Her şeyden önce bugün Türkiye’de yaşanan siyasi krizin son derecede derin olduğunu saptayarak başlayalım. Bir kere şu anda Tayyip Erdoğan’lı AKP, hem politikada hem de ekonomide istikrarı sağlayabilecek ve hâkim sınıfların çıkarlarını güvence altına alabilecek bir güç olmaktan çıkmıştır. Buna karşılık, ufukta ona alternatif olabilecek herhangi bir güç de görünmemektedir. CHP, cemaat, MHP, TSK, başka hiçbir güç, ne tek tek ne de birlikte düzene huzur ve sükûn vaat edebilir. Bu çok derin ve sonu ufukta görülemeyen bir siyasi kriz demektir. İkincisi, siyasi krizin dünya, Avrupa ve Türkiye ekonomilerinin nesnel durumu göz önüne alındığında, aniden bir ekonomik krizle sonuçlanması muhtemeldir. Borsanın ve dövizin seyri bu tehlikeye sürekli işaret ediyor.

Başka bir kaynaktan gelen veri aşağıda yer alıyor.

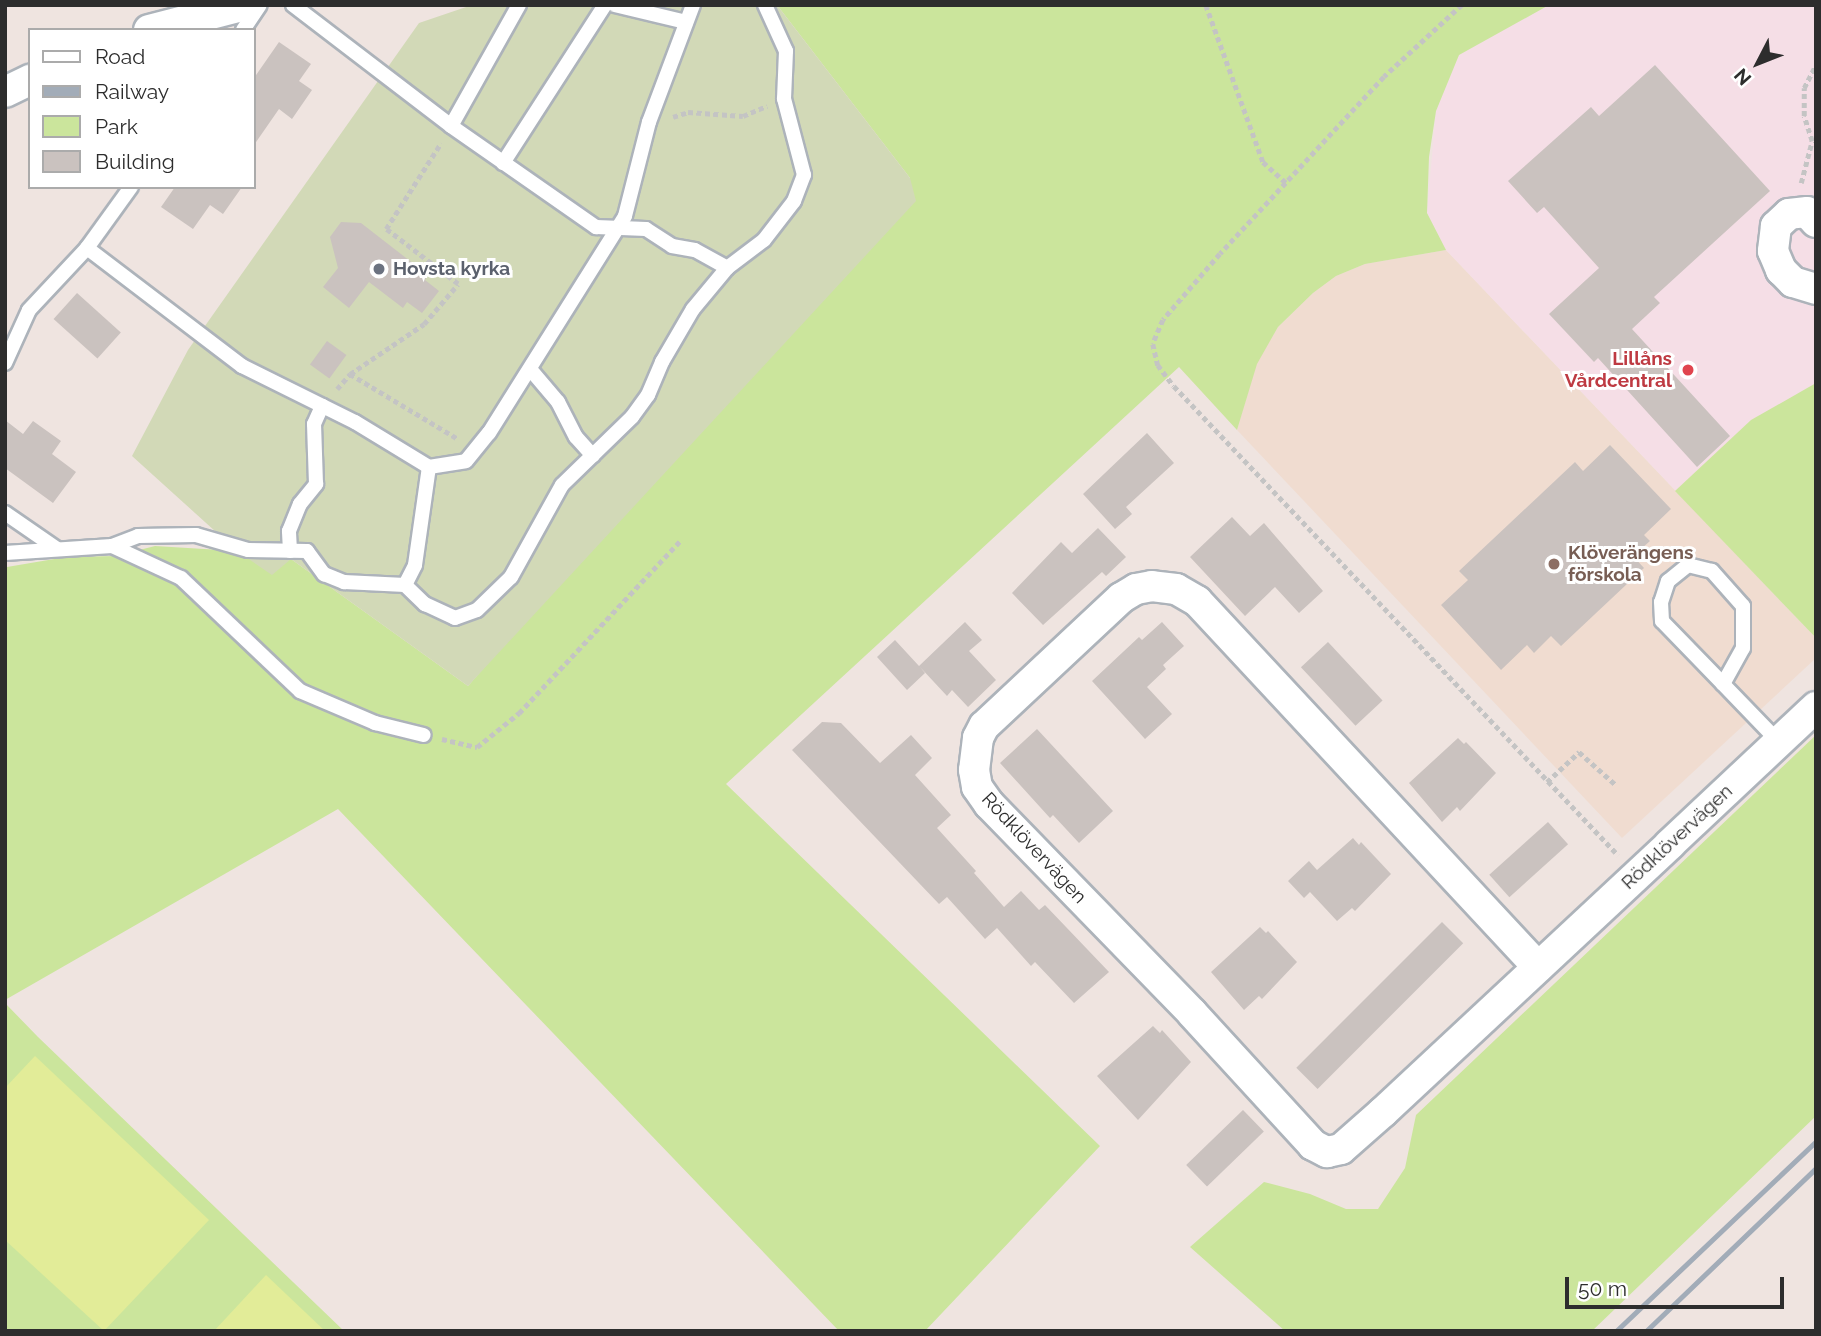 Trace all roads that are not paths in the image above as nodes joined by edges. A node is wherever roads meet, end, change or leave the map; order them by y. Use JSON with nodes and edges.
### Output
{"nodes":[{"id":1,"x":246,"y":5,"type":"edge"},
{"id":2,"x":260,"y":5,"type":"edge"},
{"id":3,"x":293,"y":5,"type":"edge"},
{"id":4,"x":519,"y":5,"type":"edge"},
{"id":5,"x":605,"y":5,"type":"edge"},
{"id":6,"x":615,"y":5,"type":"edge"},
{"id":7,"x":693,"y":5,"type":"edge"},
{"id":8,"x":765,"y":5,"type":"edge"},
{"id":9,"x":686,"y":22,"type":"junction"},
{"id":10,"x":157,"y":28,"type":"edge"},
{"id":11,"x":244,"y":28,"type":"edge"},
{"id":12,"x":451,"y":126,"type":"junction"},
{"id":13,"x":503,"y":163,"type":"junction"},
{"id":14,"x":130,"y":189,"type":"edge"},
{"id":15,"x":1811,"y":217,"type":"edge"},
{"id":16,"x":617,"y":228,"type":"junction"},
{"id":17,"x":88,"y":248,"type":"junction"},
{"id":18,"x":727,"y":268,"type":"junction"},
{"id":19,"x":1816,"y":289,"type":"edge"},
{"id":20,"x":5,"y":363,"type":"edge"},
{"id":21,"x":530,"y":369,"type":"junction"},
{"id":22,"x":322,"y":405,"type":"junction"},
{"id":23,"x":593,"y":456,"type":"junction"},
{"id":24,"x":429,"y":467,"type":"junction"},
{"id":25,"x":5,"y":513,"type":"edge"},
{"id":26,"x":112,"y":546,"type":"junction"},
{"id":27,"x":57,"y":549,"type":"junction"},
{"id":28,"x":290,"y":551,"type":"junction"},
{"id":29,"x":5,"y":553,"type":"edge"},
{"id":30,"x":405,"y":585,"type":"junction"},
{"id":31,"x":1723,"y":684,"type":"junction"},
{"id":32,"x":1816,"y":707,"type":"edge"},
{"id":33,"x":424,"y":735,"type":"road end"},
{"id":34,"x":1779,"y":742,"type":"junction"},
{"id":35,"x":1538,"y":967,"type":"junction"}],
"edges":[{"from":1,"to":10,"type":"street"},
{"from":2,"to":11,"type":"lane"},
{"from":3,"to":12,"type":"lane"},
{"from":4,"to":12,"type":"lane"},
{"from":5,"to":13,"type":"lane"},
{"from":6,"to":9,"type":"lane"},
{"from":7,"to":9,"type":"lane"},
{"from":8,"to":18,"type":"lane"},
{"from":9,"to":16,"type":"lane"},
{"from":12,"to":13,"type":"lane"},
{"from":13,"to":16,"type":"lane"},
{"from":14,"to":17,"type":"lane"},
{"from":15,"to":19,"type":"street"},
{"from":16,"to":18,"type":"lane"},
{"from":16,"to":21,"type":"lane"},
{"from":17,"to":20,"type":"lane"},
{"from":17,"to":22,"type":"lane"},
{"from":18,"to":23,"type":"lane"},
{"from":21,"to":23,"type":"lane"},
{"from":21,"to":24,"type":"lane"},
{"from":22,"to":24,"type":"lane"},
{"from":22,"to":28,"type":"lane"},
{"from":23,"to":30,"type":"lane"},
{"from":24,"to":30,"type":"lane"},
{"from":25,"to":27,"type":"lane"},
{"from":26,"to":27,"type":"lane"},
{"from":26,"to":28,"type":"lane"},
{"from":26,"to":33,"type":"lane"},
{"from":27,"to":29,"type":"lane"},
{"from":28,"to":30,"type":"lane"},
{"from":31,"to":31,"type":"lane"},
{"from":31,"to":34,"type":"lane"},
{"from":32,"to":34,"type":"street","name":"Rödklövervägen"},
{"from":34,"to":35,"type":"street","name":"Rödklövervägen"},
{"from":35,"to":35,"type":"street","name":"Rödklövervägen"}]} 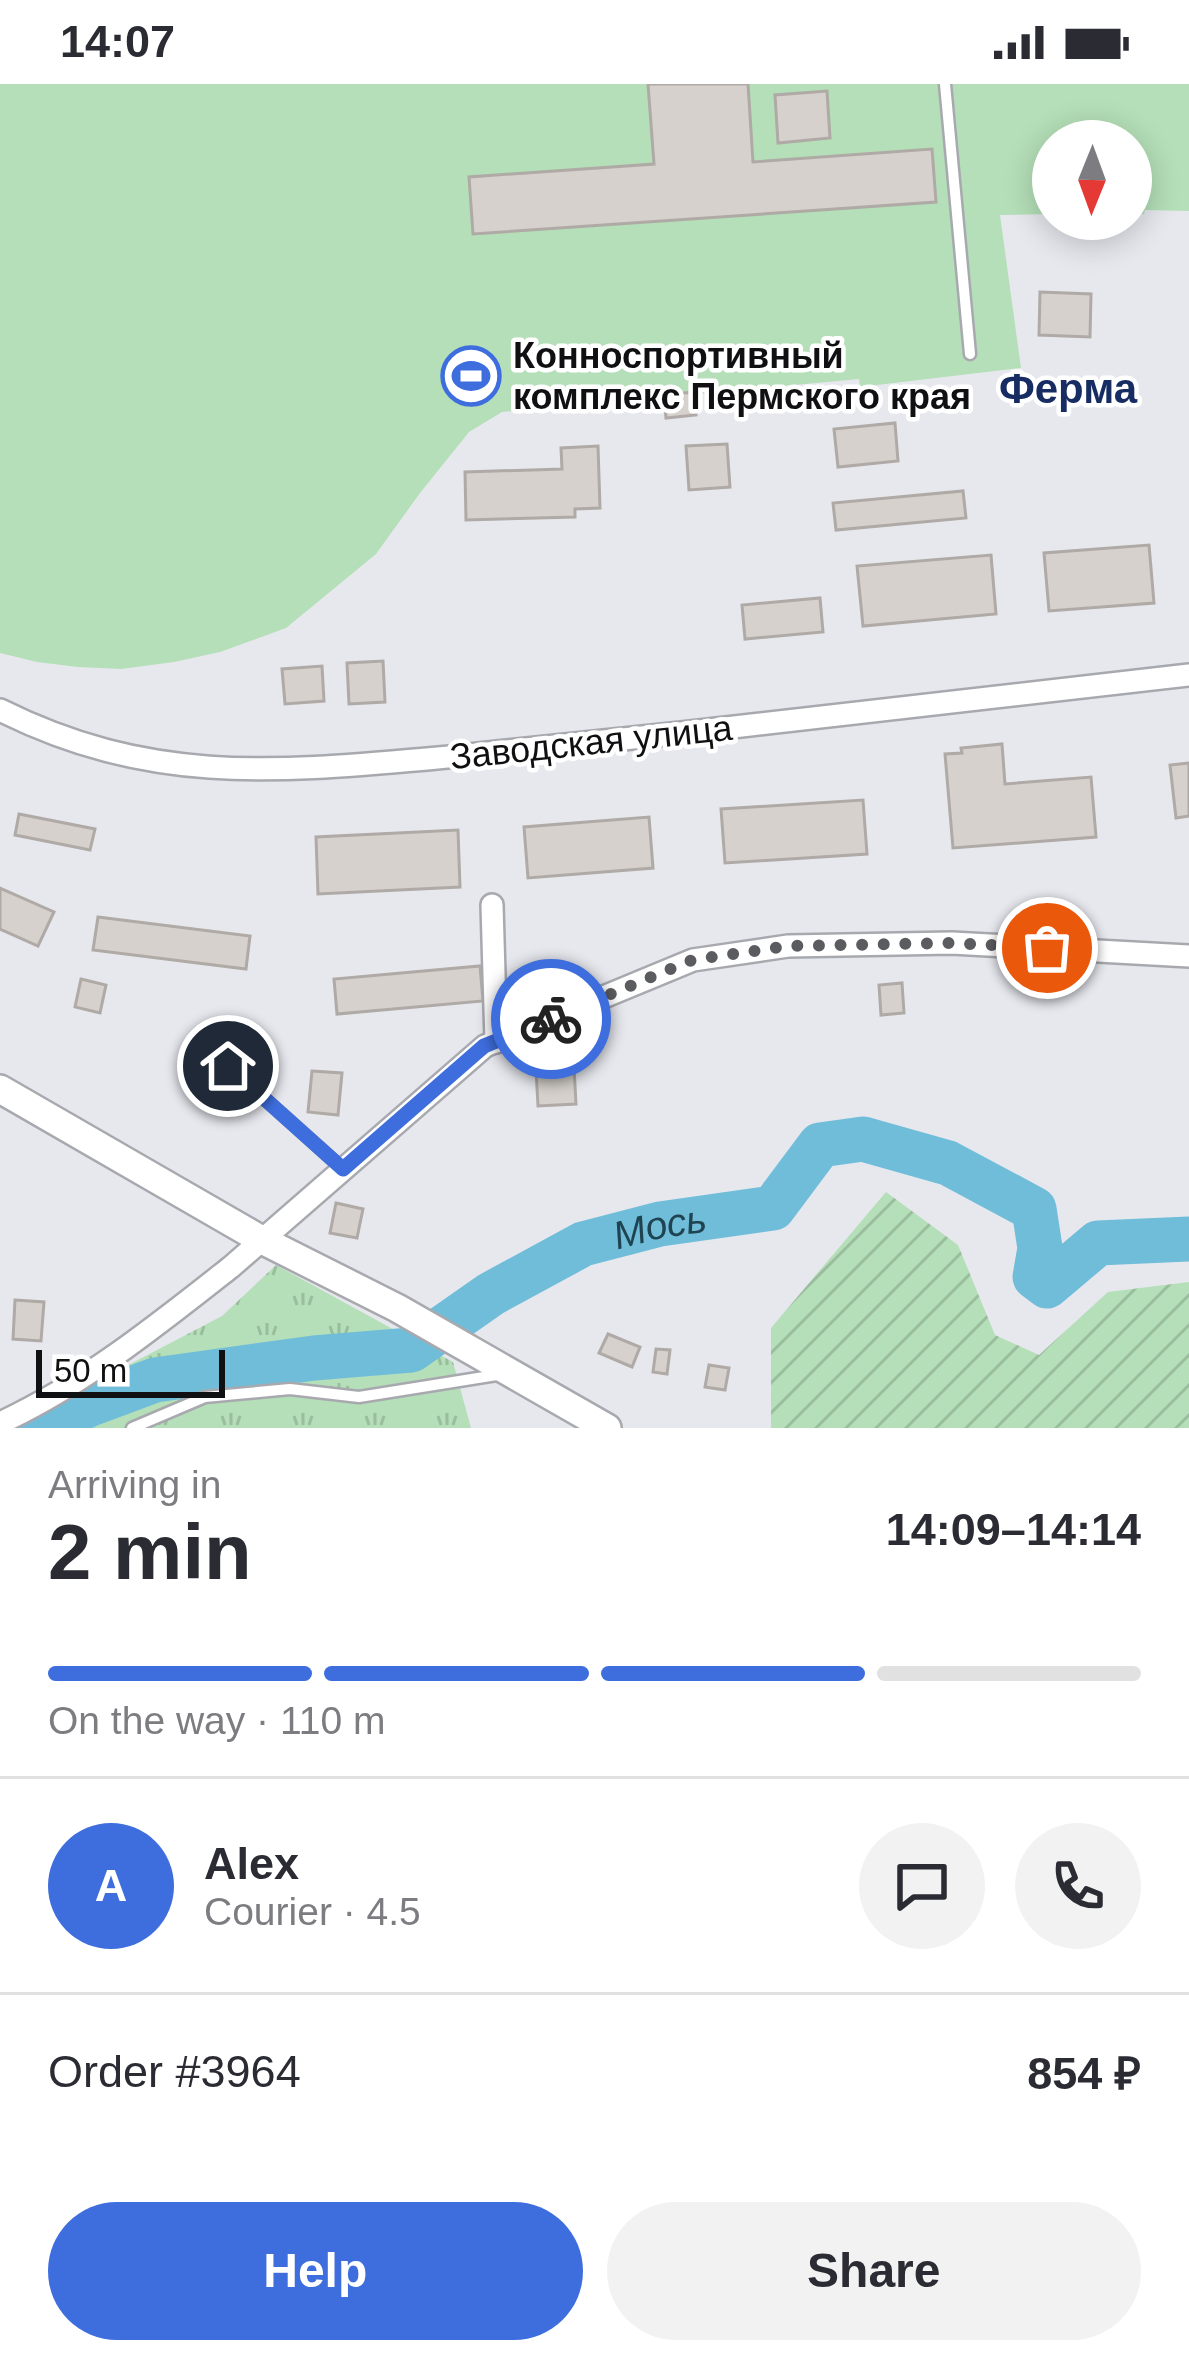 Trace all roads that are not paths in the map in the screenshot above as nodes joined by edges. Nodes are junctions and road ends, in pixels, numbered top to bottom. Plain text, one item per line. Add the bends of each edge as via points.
1 (944, 84) edge
2 (970, 354) dead end
3 (1189, 674) edge
4 (0, 710) edge
5 (492, 905) dead end
6 (1189, 956) edge
7 (496, 1042) junction
8 (228, 1066) dead end
9 (0, 1089) edge
10 (343, 1169) junction
11 (260, 1239) junction
12 (512, 1373) junction
13 (0, 1423) edge
14 (133, 1428) edge
15 (608, 1428) edge

1 - 2 lane
3 - 4 street, Заводская улица via 522,751 281,770 151,762
5 - 7 street
6 - 7 street via 952,943 788,946 692,960
7 - 10 street
8 - 10 lane
9 - 11 street
10 - 11 street
11 - 12 street
11 - 13 street via 114,1357
12 - 14 lane via 359,1397 290,1389 206,1397
12 - 15 street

Ne var ki, bütün bunların ötesinde bugün Türkiye bir devlet krizi yaşıyor. Hükümet ile yargının (HSYK) ve emniyetin (yüzlerce emniyet müdürü) bir bölümü kavgalı. Hükümet, yolsuzluk soruşturması başlatan bütün emniyet görevlilerini görevden alıyor, savcıları da engelliyor. Türkiye’de hukuk askıya alınmış durumda! Yargı kendi içinde çatlamış bulunuyor: Adalet Bakanı HSYK ile, o İstanbul Başsavcısı ile, o bazı savcılarla kavgalı. En üst düzeyde dört savcı ve bir emniyet müdürü hakkında HSYK soruşturma başlattı. TSK adım adım başını yeniden kaldırıyor, içeriği açıklanmamış olan MGK toplantısından bu yana yaklaşık iki hafta içinde üç tane açıklama yaptı. Meclis Başkanı 138. madde (yani yargı bağımsızlığı) ölmüştür diyor. Başbakan “paralel devlet”ten söz ediyor. Başbakan baş danışmanı “milli orduya kumpas”tan söz ediyor. Meclis Anayasa Komisyonu Başkanı “fişlenmiş iki bin kişi”yi tehdit ediyor. Meclis Başkanı “lafına dikkat etsin, başka bir bakan arkadaşımız böyle fişleme yok dedi” diyor. Başbakan Yardımcısı ve hükümet sözcüsü, hem Başbakan baş danışmanını, hem de Anayasa Komisyonu başkanını “çıt çıt” diye azarlıyor, “utanın” diyor.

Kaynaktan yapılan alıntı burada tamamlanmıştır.